15Brzowski n’était pas écrivain de profession. Mais l’attention avec laquelle ce jeune étranger a observé les célébrités parisiennes offre une sérieuse garantie d’authenticité, d’autant qu’il a pu rédiger ses souvenirs en s’aidant des lettes qu’il avait envoyées à sa femme sur le moment. Le croquis qu’il trace, par exemple, de Madame d’Agoult semble suggestif et exact. Son texte mérite, croyons-nous, le même crédit à propos de George Sand qui était, à cette date, une personnalité fort en vue. Or, le cigare excepté, rien de singulier ni d’excentrique n’apparaît dans le comportement qu’il lui prête, celui d’une romancière consciente de ses mérites, recevant avec une froideur étudiée les hommages qu’on lui adresse. Aussi bien s’agissait-il, ce soir-là, d’une assemblée mondaine où cette femme de haute intelligence se fût certainement interdit tout manque de tenue qui aurait ressemblé à une faute de goût. Quant à la robe turque sur laquelle Custine est si disert, elle ne correspondait peut-être que de loin aux canons du Faubourg Saint-Germain (ou de la cour de Vienne). Mais elle rappelle surtout, de nos jours, la faveur de la génération romantique pour les mises singulières. A lire la description qui en est faite, elle semble du reste avoir été fort bien portée, et avoir traduit avec élégance le faible de sa propriétaire pour l’indépendance vestimentaire. Surprit-elle les assistants ? La relation de Brzowski n’en fait pas même mention.
16Il suffit de rapprocher ce récit de celui du marquis pour sentir combien ce dernier durcit le trait, et deviner avec quelles arrière-pensées il a rédigé son texte. Nous avons relevé plus haut que, malgré ses dires, la réunion du 13 décembre avait peut-être un autre objet que de lui faire rencontrer « la femme libre »38. Mais les perfidies calculées qui accompagnent le portrait en action de « Mme du Devant » semblent autrement plus graves que ce trait d’amour-propre. A Vienne ou à Königswart, Metternich avait certainement parlé de Lamennais à son visiteur : depuis 1830 l’abbé était l’un des hommes dont il avait combattu l’influence et les idées avec le plus de constance. Il avait travaillé par tous les moyens à faire condamner ses thèses à Rome, et tenait les Paroles d’un croyant pour une œuvre satanique, destructrice de la société39. Custine au contraire avait d’abord témoigné une vive sympathie au programme de l’Avenir40... Certes les temps avaient changé, et l’intérêt que portait George Sand au prêtre qui venait d’abandonner le service de l’Eglise pour celui de la démocratie faisait jaser41. Mais s’autoriser des ragots parisiens pour présenter au chancelier l’auteur de Lélia comme « la Corinne du nouvel abbé de Lamennais » ressemblait assez à une médisance, voire à une indignité. Et évoquer, à propos de tel détail physique, les mœurs qu’on lui prêtait n’arrangeait rien, bien au contraire.
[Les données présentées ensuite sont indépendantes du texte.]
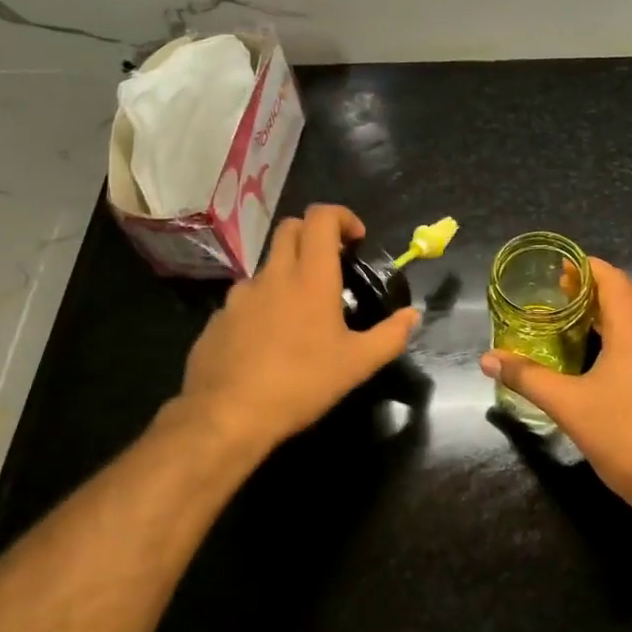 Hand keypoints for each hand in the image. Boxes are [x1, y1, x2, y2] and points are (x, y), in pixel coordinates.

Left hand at [180, 204, 419, 459]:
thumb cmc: (301, 384)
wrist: (228, 415)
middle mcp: (273, 275)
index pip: (321, 217)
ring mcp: (240, 295)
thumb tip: (412, 316)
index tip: (355, 240)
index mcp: (310, 277)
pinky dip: (263, 305)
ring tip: (300, 313)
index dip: (341, 217)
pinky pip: (245, 300)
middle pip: (290, 228)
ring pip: (267, 266)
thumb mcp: (357, 365)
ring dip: (287, 273)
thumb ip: (390, 336)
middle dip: (314, 234)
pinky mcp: (218, 318)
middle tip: (331, 264)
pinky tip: (269, 342)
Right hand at [480, 258, 631, 507]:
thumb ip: (527, 377)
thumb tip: (487, 359)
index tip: (562, 266)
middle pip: (629, 296)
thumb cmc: (622, 434)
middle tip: (563, 292)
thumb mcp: (567, 405)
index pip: (613, 280)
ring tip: (582, 320)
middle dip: (597, 288)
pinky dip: (630, 334)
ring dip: (615, 312)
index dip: (588, 267)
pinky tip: (611, 355) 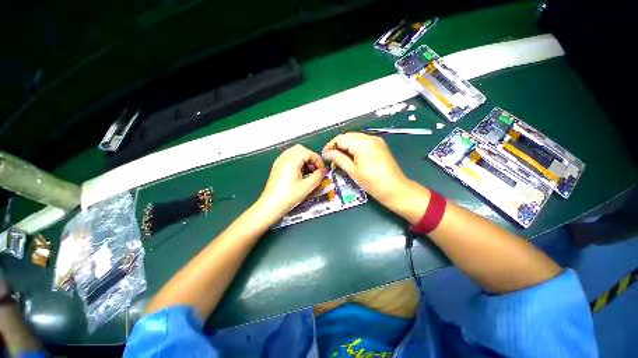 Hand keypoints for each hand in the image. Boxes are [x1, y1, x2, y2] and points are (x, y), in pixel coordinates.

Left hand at [258, 145, 326, 219]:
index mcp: (291, 160)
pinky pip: (289, 158)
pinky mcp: (277, 167)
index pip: (309, 153)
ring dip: (304, 159)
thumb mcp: (307, 187)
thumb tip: (324, 170)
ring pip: (294, 152)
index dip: (318, 160)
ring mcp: (279, 162)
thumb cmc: (288, 196)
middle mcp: (284, 158)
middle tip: (315, 169)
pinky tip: (300, 173)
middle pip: (301, 149)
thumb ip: (318, 176)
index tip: (321, 171)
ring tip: (309, 172)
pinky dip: (297, 161)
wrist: (271, 206)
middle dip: (311, 158)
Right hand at [322, 133, 427, 217]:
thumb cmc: (373, 183)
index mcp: (362, 144)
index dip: (330, 146)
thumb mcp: (353, 171)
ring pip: (355, 139)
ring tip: (340, 161)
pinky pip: (363, 143)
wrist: (396, 190)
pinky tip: (351, 158)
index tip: (324, 156)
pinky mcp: (379, 146)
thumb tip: (326, 153)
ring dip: (345, 147)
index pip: (341, 139)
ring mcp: (376, 141)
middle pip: (348, 137)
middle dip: (337, 146)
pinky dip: (354, 148)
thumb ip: (339, 159)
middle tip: (331, 160)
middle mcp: (370, 138) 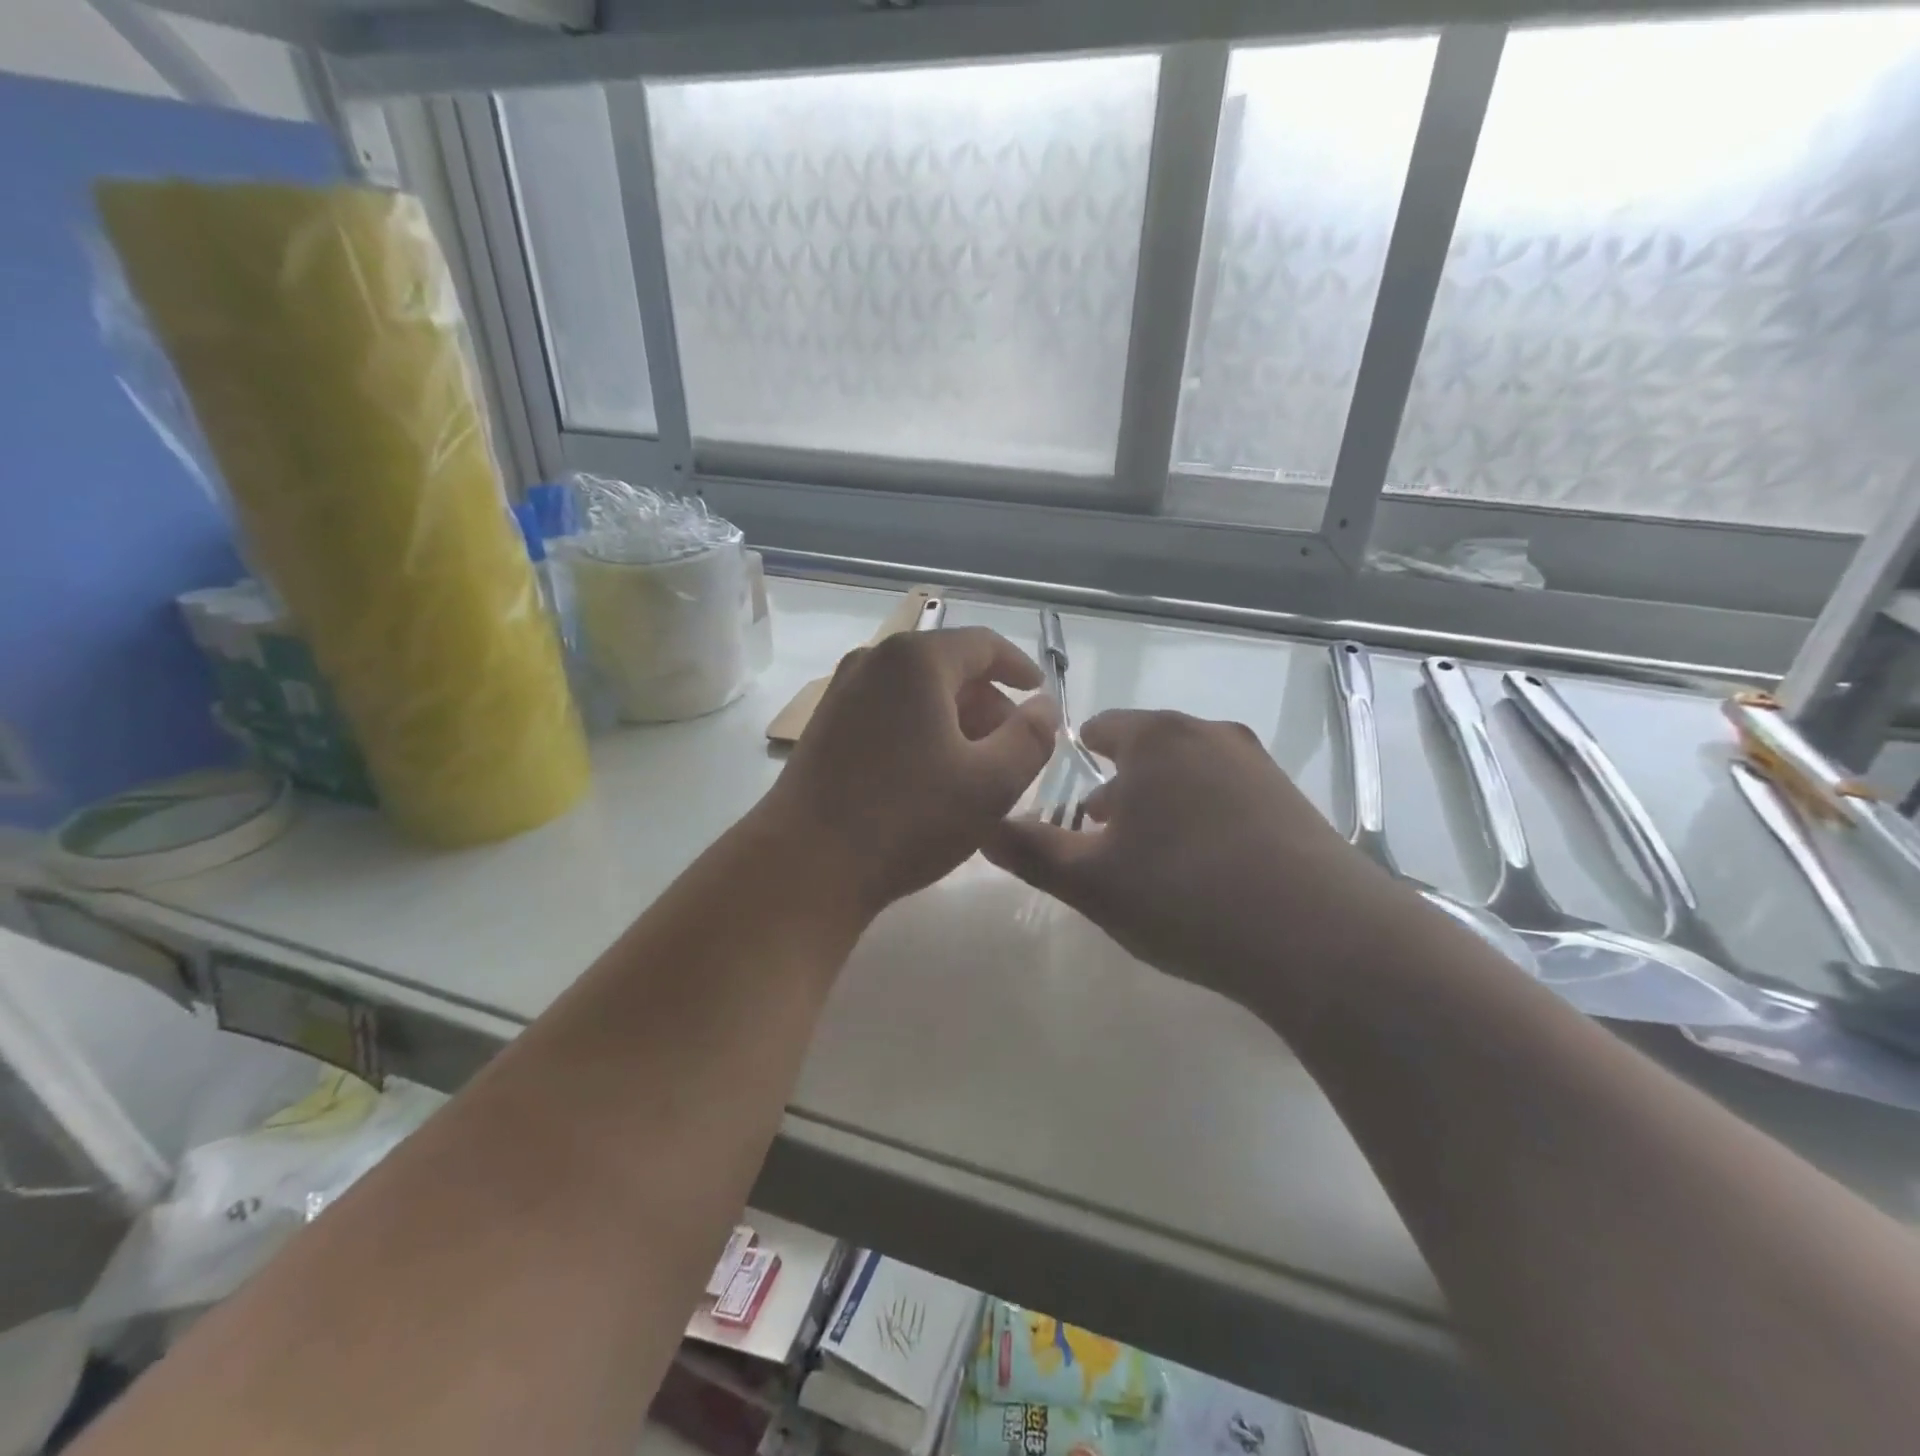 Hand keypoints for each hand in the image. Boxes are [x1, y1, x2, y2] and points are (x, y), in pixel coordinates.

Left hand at [761, 627, 1056, 915]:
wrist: (806, 864)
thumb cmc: (908, 818)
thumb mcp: (991, 783)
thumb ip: (1031, 737)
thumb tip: (1044, 707)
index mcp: (917, 660)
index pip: (983, 645)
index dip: (1019, 668)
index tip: (1039, 696)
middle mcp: (874, 661)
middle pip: (948, 668)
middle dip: (988, 703)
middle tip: (1013, 747)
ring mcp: (842, 693)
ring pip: (917, 693)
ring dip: (955, 721)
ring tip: (976, 768)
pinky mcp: (825, 726)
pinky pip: (889, 713)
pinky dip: (920, 731)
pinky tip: (931, 777)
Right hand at [985, 709, 1406, 1010]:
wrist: (1323, 939)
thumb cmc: (1184, 895)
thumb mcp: (1090, 881)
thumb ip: (1029, 851)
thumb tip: (981, 827)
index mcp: (1156, 739)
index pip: (1101, 728)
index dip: (1077, 762)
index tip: (1069, 805)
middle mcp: (1210, 736)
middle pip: (1148, 751)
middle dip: (1119, 789)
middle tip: (1102, 840)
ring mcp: (1259, 767)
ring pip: (1190, 775)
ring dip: (1163, 806)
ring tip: (1152, 861)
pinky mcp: (1294, 803)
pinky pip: (1230, 799)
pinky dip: (1206, 822)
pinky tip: (1208, 874) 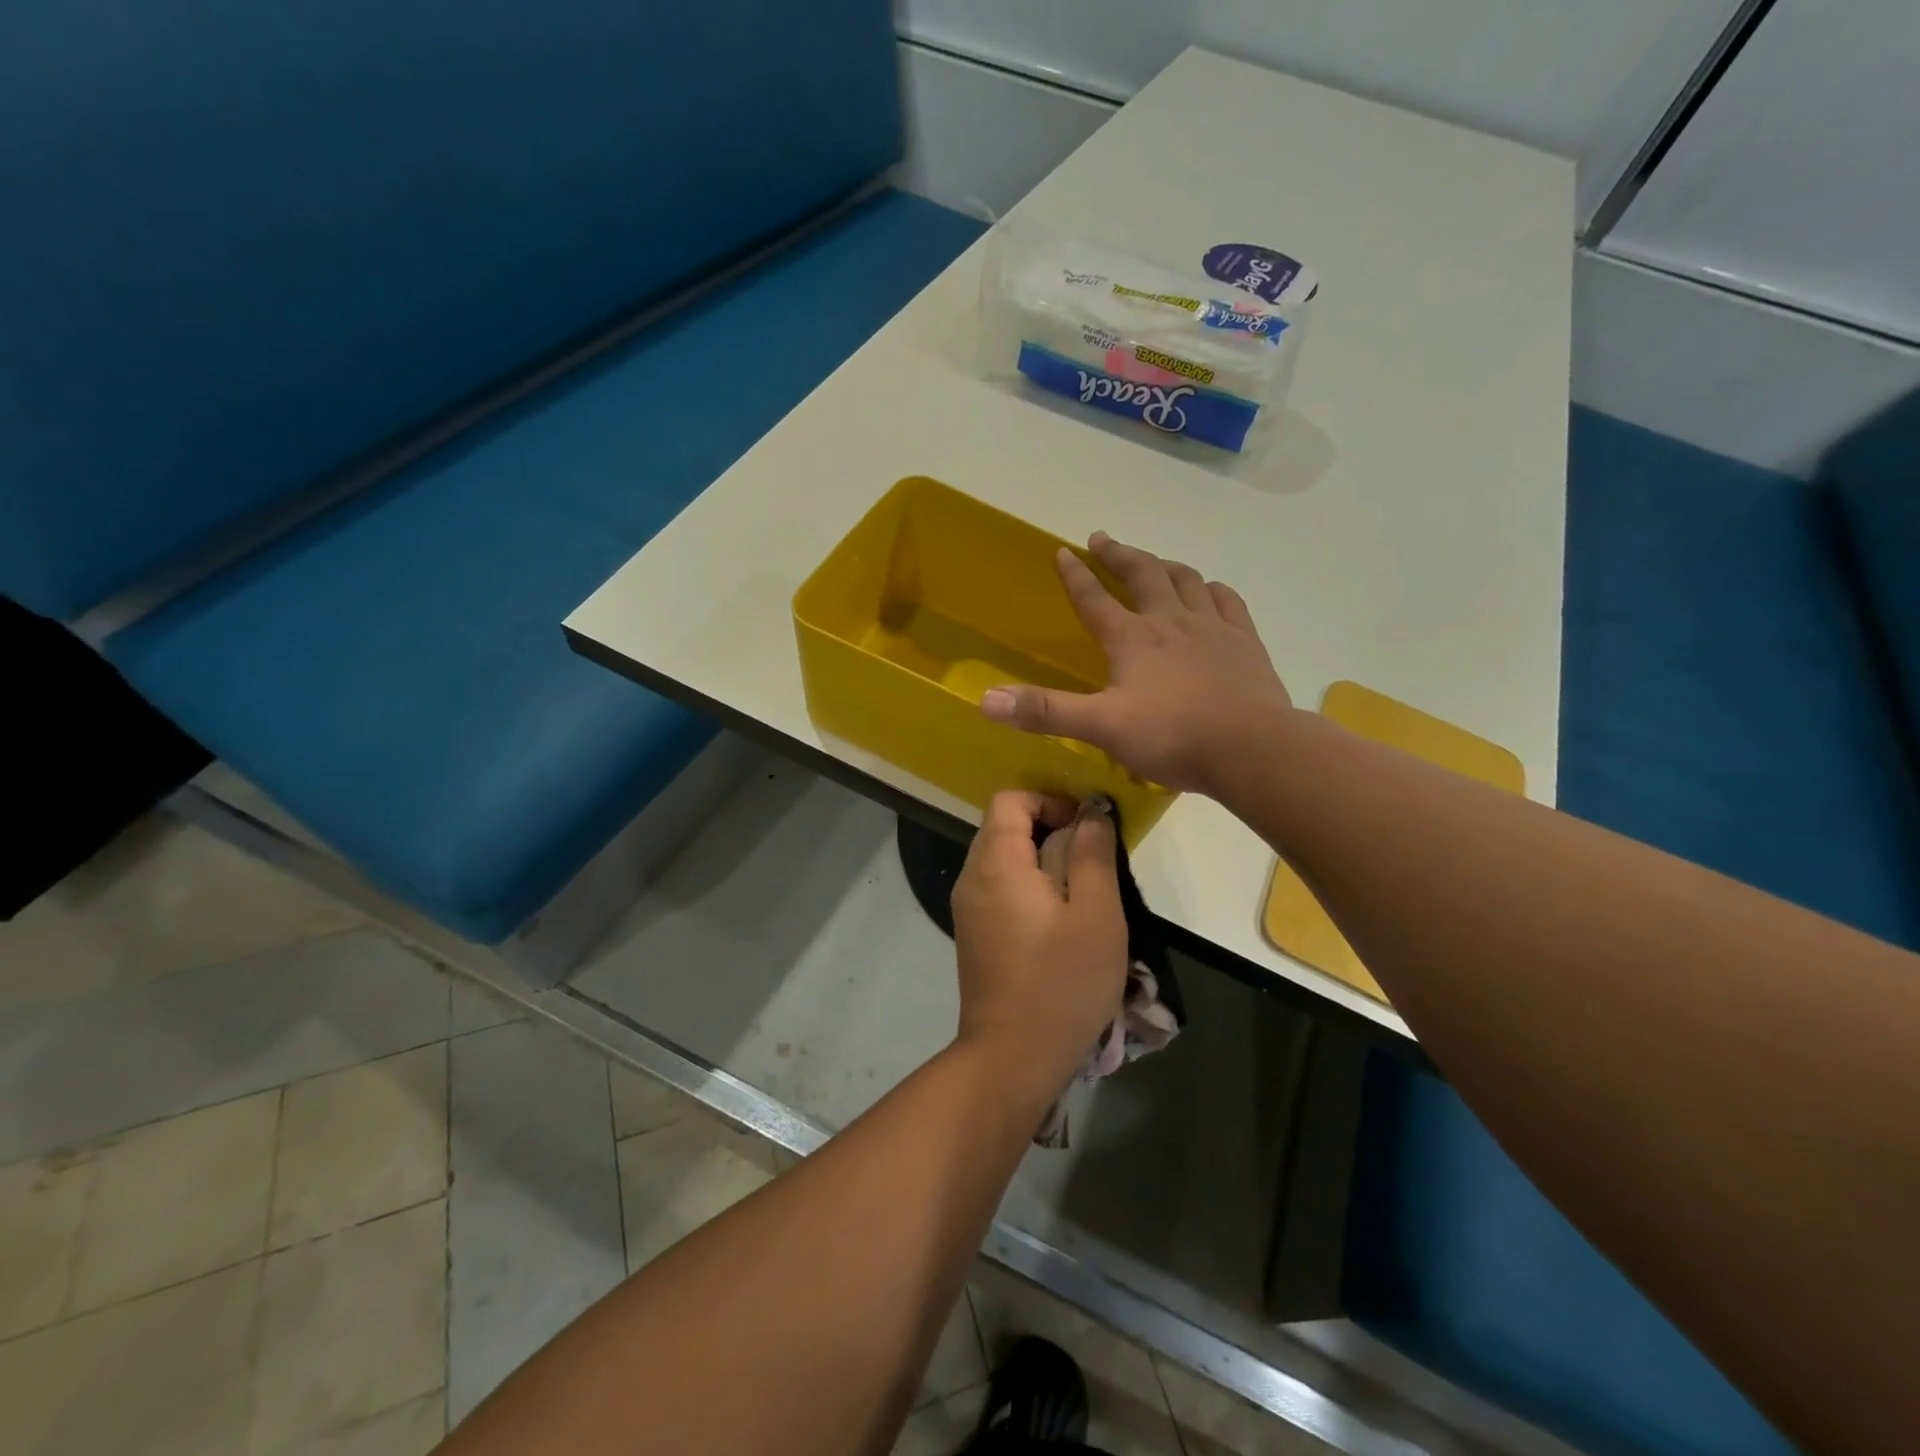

17S’il s’était agi de quelque plébéienne, même marquée par le génie, Custine aurait sans doute été moins disert. Mais cette femme-écrivain qui avait conquis la gloire en offensant les idées reçues était la petite-fille du Maréchal de Saxe, elle avait pour intime amie l’ex-Mademoiselle de Flavigny, autre affranchie de haut rang, et elle faisait le principal ornement des réceptions parisiennes quand elle consentait à s’y rendre. Or, s’adressant à Metternich, le marquis Astolphe se sentait profondément aristocrate. Malgré les incidents qui avaient marqué sa vie privée, il n’avait jamais donné dans la bohême ou le laisser-aller, et c’était à l’évidence sa naissance comme son éducation qui, plus que la recommandation de Laure d’Abrantès, lui avaient valu d’être admis dans l’intimité du chancelier. Rien de plus singulier pour lui, dès lors, et mieux de nature à choquer son correspondant (pour ne pas parler de la princesse Mélanie) que le cas d’une cousine de rois qui reniait ses origines et aimait se vanter de son ancêtre l’oiseleur42. Telle qu’elle nous est ici décrite, George Sand ignore à dessein la moindre politesse et se complait en une incivilité de principe. La romancière finit par ressembler à son œuvre, c’est-à-dire qu’elle est devenue impossible à fréquenter à force d’avoir écrit tant de pages où la morale du beau monde ne trouvait guère son compte. La malveillance, du reste, n’altère nullement le talent du peintre. Custine, qui sait voir et excelle à se souvenir43, livre de son modèle une image pleine de vie. L’apparence physique, l’allure orientale du costume, l’opposition bien tranchée des couleurs, la coiffure que le portrait de Delacroix et, plus encore, la gravure de Calamatta44 ont popularisée, tout est rendu avec une belle maîtrise, qu’on retrouve dans l’évocation si vivante de l’entrée en scène, et du cigare allumé à la bougie de la cheminée en un geste qu’on sent familier. Pourquoi faut-il que, derrière le visage dont l’harmonie comble l’amateur de beauté, l’aristocrate imagine par complaisance le tumulte de tous les débordements ? C’était affaiblir de parti-pris un morceau bien venu, et composé avec un manifeste plaisir.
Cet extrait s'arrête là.